Next, a method will be described for forming the white insulating layer 52 on the circuit 54 of the collector sheet 5 for a solar cell. Insulating ink is taken as a main component, and this is combined with a white pigment, and further arbitrarily combined, if necessary, with one or more than one additive, which are an ultraviolet absorbent, a plasticizer, a light stabilizer, an antioxidant, an antistatic agent, a cross-linking agent, a curing agent, a sealant, a lubricant, a strengthening agent, a reinforcement agent, a fire retardant, a flame-resistant agent, a foaming agent, a fungicide, a coloring agent such as a pigment and a dye, and the like, and is moreover combined, if necessary, with a solvent, a dilution agent or the like, followed by sufficient kneading, to prepare an ink composition. A conventionally known ink such as a thermo-setting insulating ink or an ultraviolet curable insulating coat agent can be used as the above insulating ink as described above. The ink composition prepared above is used, and this is made to cover the portion except for the conductive recessed section 7 in the wiring section 541 and the non-wiring section 222 of the circuit 54, followed by application and printing, to allow formation of a white insulating layer.
In the case of forming the white insulating layer, for example, it is preferably formed by the following method. First, an ink composition with a solid ratio of no less than 20% and no more than 50% is prepared. Herein, 10 percent by mass or more and 100 percent by mass or less of the white pigment is blended with respect to the whole solid. Subsequently, this ink composition is applied to the portion except for the conductive recessed section 7 in the wiring section 541 and the non-wiring section 222 of the circuit 54. The applied amount is set to be 5 g/m²or more and 40 g/m²or less. When the thermosetting insulating ink is used as the insulating ink, the ink composition is cured by the heat of heating and pressing at the time of producing the solar cell module, to form the white insulating layer. When the ultraviolet curable insulating coat agent is used as the insulating ink, the ink composition is cured by irradiation with ultraviolet light to form the white insulating layer.

[Sealing Material Laminating Step]

Although the method for forming the rear surface sealing material layer 51 is not particularly limited, for example, after the sealing material has been formed into the shape of a sheet, a through hole is previously formed by punching or the like in a position to form the conductive recessed section 7, and the sealing material is laminated so that a recessed section formed by the insulating layer 52 and the through hole are superimposed onto each other to allow formation of the penetrating conductive recessed section 7 on the circuit 54.

Other Embodiments of Collector Sheet for Solar Cell

As described later, the collector sheet 5 for a solar cell becomes the solar cell module 1 after going through the step of integration with other members besides the solar cell element 4, but prior to that step, the rear surface protective sheet 6 of ETFE as a fluorine-based resin film or hydrolysis-resistant PET, which is different from the above members, is previously integrated with the rear surface side of the resin base material 53, thereby allowing formation of the rear surface protective sheet-integrated sheet which is used for production of the solar cell module 1. For creating the rear surface protective sheet-integrated sheet, the rear surface protective sheet 6 is laminated onto the rear surface side of the resin base material 53 by a dry lamination method or the like.

Solar Cell Module

Next, a solar cell module will be described which is to be provided with a back contact solar cell element where the collector sheet for a solar cell according to the present invention is used.
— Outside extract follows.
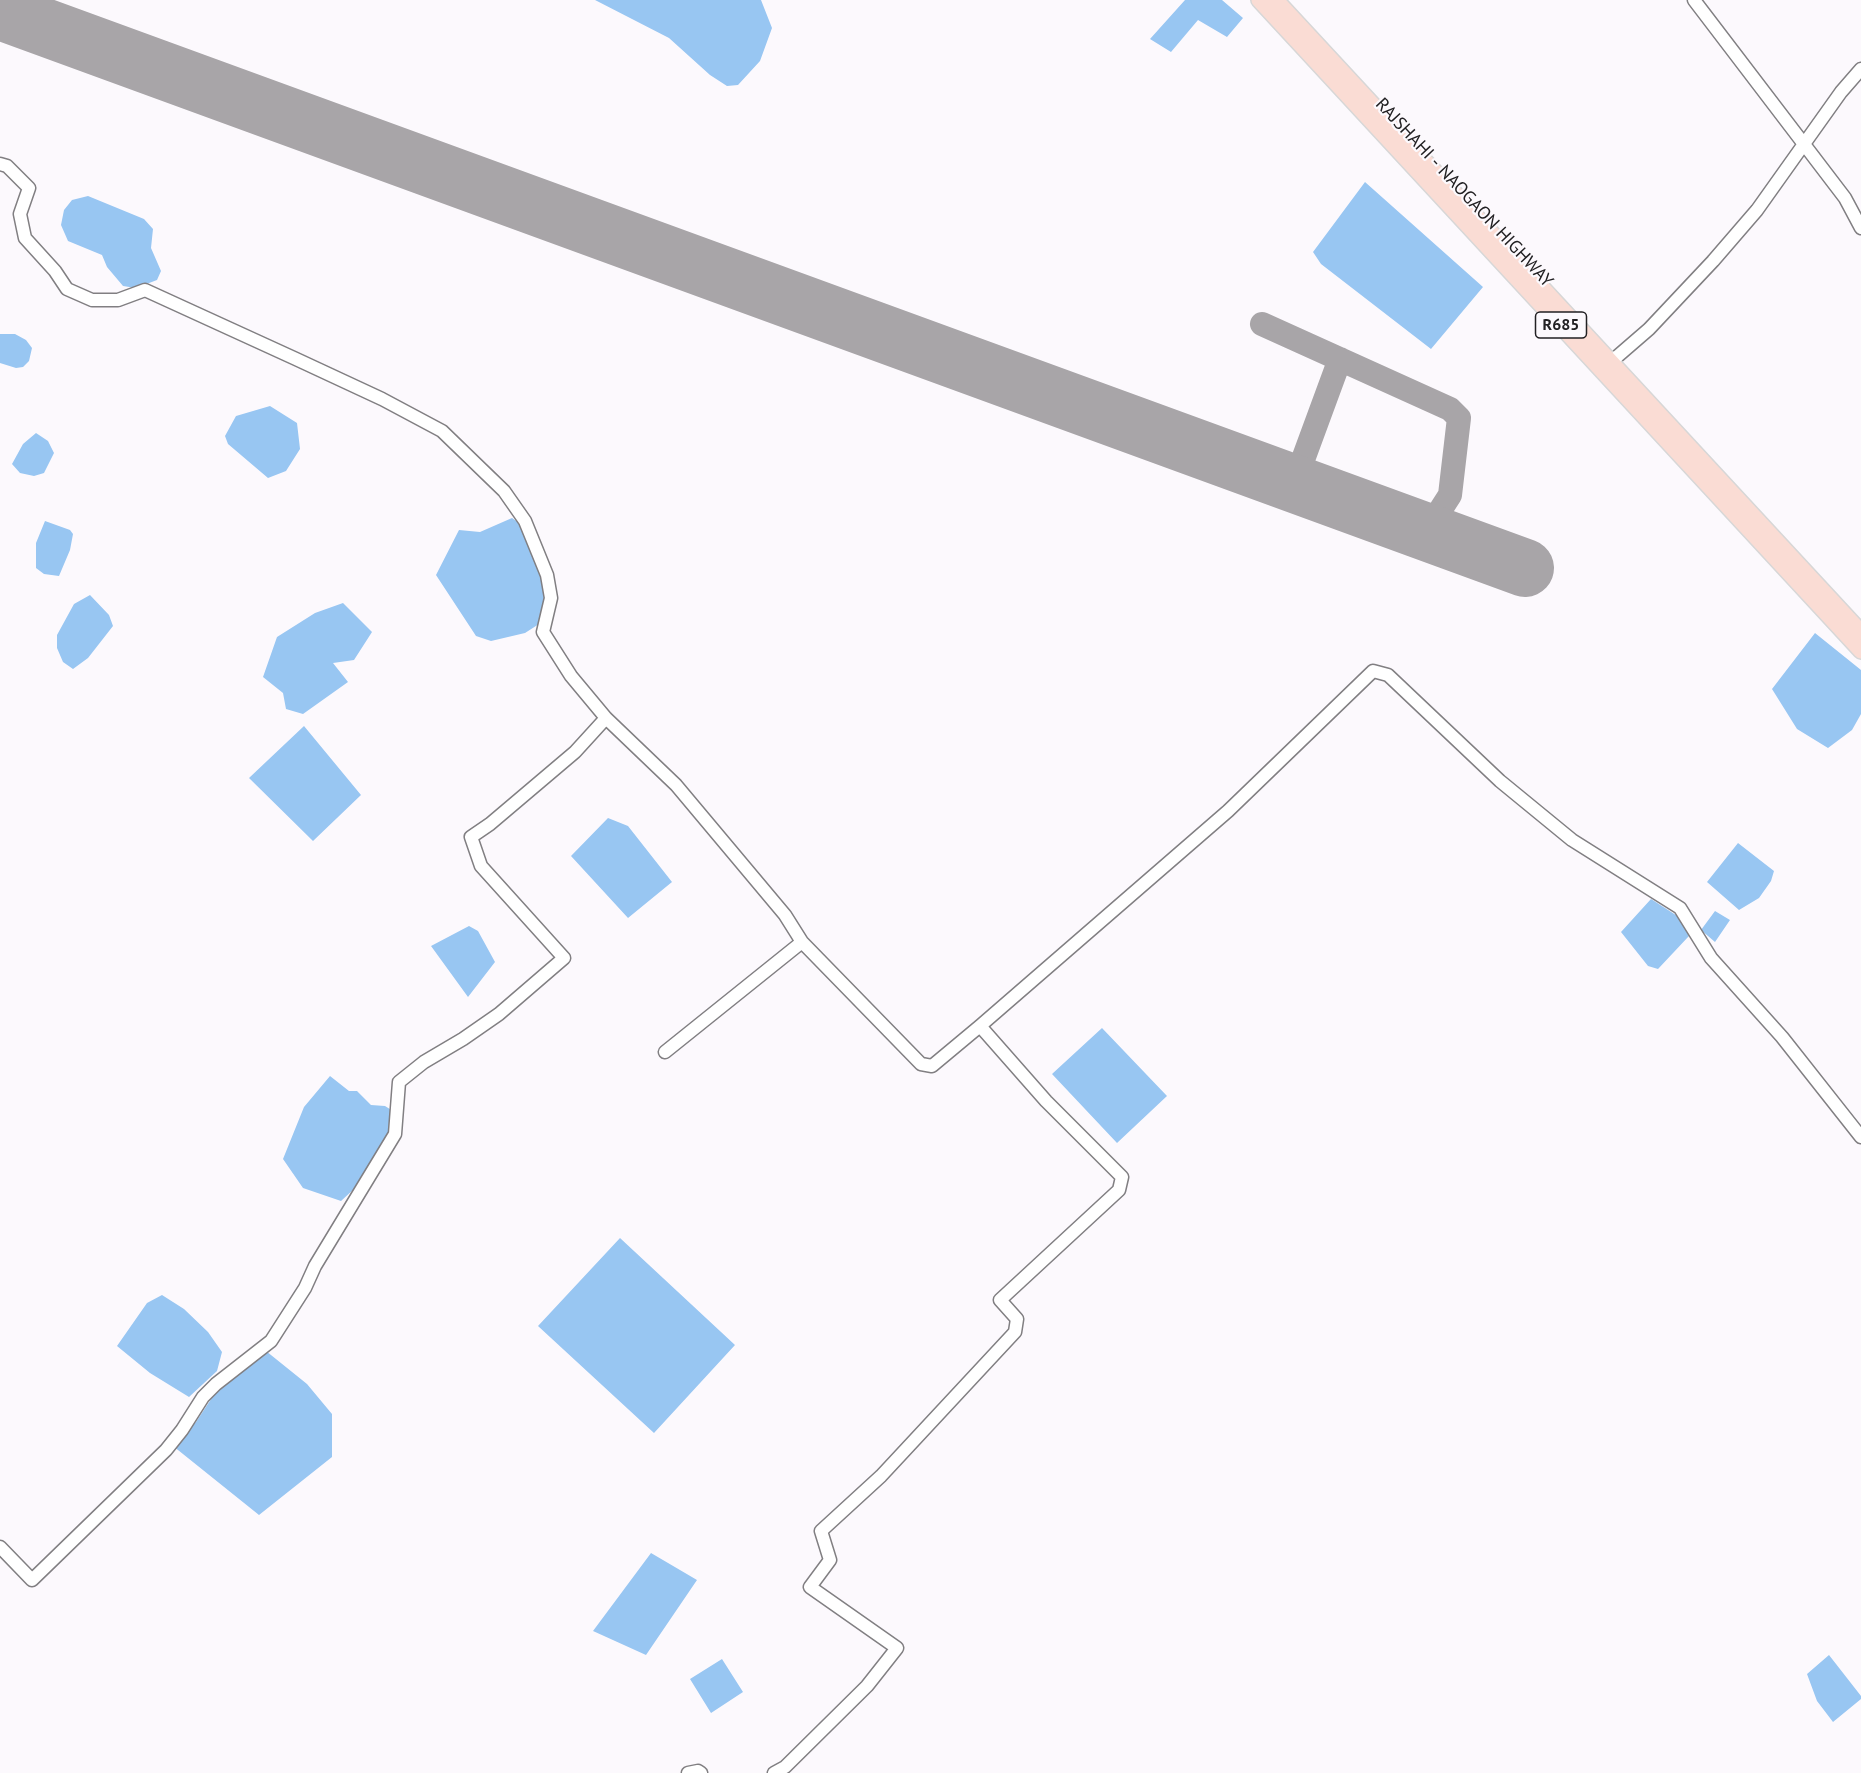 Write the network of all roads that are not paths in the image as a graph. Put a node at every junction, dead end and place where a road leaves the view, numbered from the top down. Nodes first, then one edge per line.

FIG. 1 is a sectional schematic view illustrating one example of the layer configuration of the solar cell module 1 provided with the back contact solar cell element. The solar cell module 1 is configured by sequentially laminating, from the photoreception surface side of incident light 8, the transparent front substrate 2 made of glass or the like, a front surface sealing material layer 3 made of an ethylene-vinyl acetate copolymer resin (EVA), ionomer, polyvinyl butyl (PVB) or polyethylene, the solar cell element 4, the collector sheet 5 for a solar cell which is configured from the rear surface sealing material layer 51, the insulating layer 52, the resin base material 53 and the like, and the rear surface protective sheet 6 made of ETFE as a fluorine-based resin film, hydrolysis-resistant PET or the like. Electricity extracted from the electrode 41 is conducted to the corresponding wiring section 541 via a conductive material in the conductive recessed section 7.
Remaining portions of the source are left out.